Inhalation exposures to polycyclic aromatic hydrocarbons (PAHs) have been associated with various adverse health effects, including chronic lung diseases and cancer. Using human bronchial epithelial cell line HBE1, we investigated the effects of structurally different PAHs on tissue homeostatic processes, namely gap junctional intercellular communication (GJIC) and MAPKs activity. Rapid (<1 h) and sustained (up to 24 h) inhibition of GJIC was induced by low/middle molecular weight (MW) PAHs, particularly by those with a bay- or bay-like region (1- and 9-methylanthracene, fluoranthene), but also by fluorene and pyrene. In contrast, linear low MW (anthracene, 2-methylanthracene) or higher MW (chrysene) PAHs did not affect GJIC. Fluoranthene, 1- and 9-methylanthracene induced strong and sustained activation of MAPK ERK1/2, whereas MAPK p38 was activated rather nonspecifically by all tested PAHs. Low/middle MW PAHs can disrupt tissue homeostasis in human airway epithelium via structure-dependent nongenotoxic mechanisms, which can contribute to their human health hazards.
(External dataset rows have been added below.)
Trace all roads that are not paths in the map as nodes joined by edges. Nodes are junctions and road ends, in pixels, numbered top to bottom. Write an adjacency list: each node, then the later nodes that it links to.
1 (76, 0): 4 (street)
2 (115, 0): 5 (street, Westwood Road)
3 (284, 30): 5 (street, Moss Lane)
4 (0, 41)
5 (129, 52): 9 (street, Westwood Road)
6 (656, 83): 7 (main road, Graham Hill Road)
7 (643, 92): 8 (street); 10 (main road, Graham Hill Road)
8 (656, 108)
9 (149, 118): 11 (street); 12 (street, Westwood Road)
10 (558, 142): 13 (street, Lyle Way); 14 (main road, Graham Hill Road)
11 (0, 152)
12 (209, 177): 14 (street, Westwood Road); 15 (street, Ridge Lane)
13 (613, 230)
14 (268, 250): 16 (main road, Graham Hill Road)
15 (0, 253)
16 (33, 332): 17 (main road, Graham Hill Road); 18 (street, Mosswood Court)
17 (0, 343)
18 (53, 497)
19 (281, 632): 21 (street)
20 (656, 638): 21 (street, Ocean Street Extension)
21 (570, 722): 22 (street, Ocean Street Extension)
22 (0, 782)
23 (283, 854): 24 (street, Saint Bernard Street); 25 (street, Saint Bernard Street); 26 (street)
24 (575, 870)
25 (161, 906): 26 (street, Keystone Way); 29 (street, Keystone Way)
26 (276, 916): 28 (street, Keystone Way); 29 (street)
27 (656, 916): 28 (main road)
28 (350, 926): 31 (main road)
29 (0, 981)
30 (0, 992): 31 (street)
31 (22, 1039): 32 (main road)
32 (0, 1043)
吸入暴露于多环芳烃 (PAH) 与各种不良健康影响有关，包括慢性肺病和癌症。使用人支气管上皮细胞系 HBE1，我们研究了结构不同的 PAHs 对组织稳态过程的影响，即间隙连接细胞间通讯 (GJIC) 和 MAPKs 活性。GJIC 的快速（<1 小时）和持续（长达 24 小时）抑制是由低/中分子量 (MW) PAH 诱导的，特别是那些具有海湾或海湾样区域（1-和 9-甲基蒽，荧蒽），但也由芴和芘。相比之下，线性低分子量（蒽、2-甲基蒽）或更高分子量（屈）的多环芳烃不影响 GJIC。荧蒽、1- 和 9-甲基蒽诱导 MAPK ERK1/2 的强烈和持续激活，而 MAPK p38 被所有测试的多环芳烃非特异性激活。低/中 MW 多环芳烃可以通过结构依赖的非基因毒性机制破坏人类气道上皮的组织稳态，这可能会危害人类健康。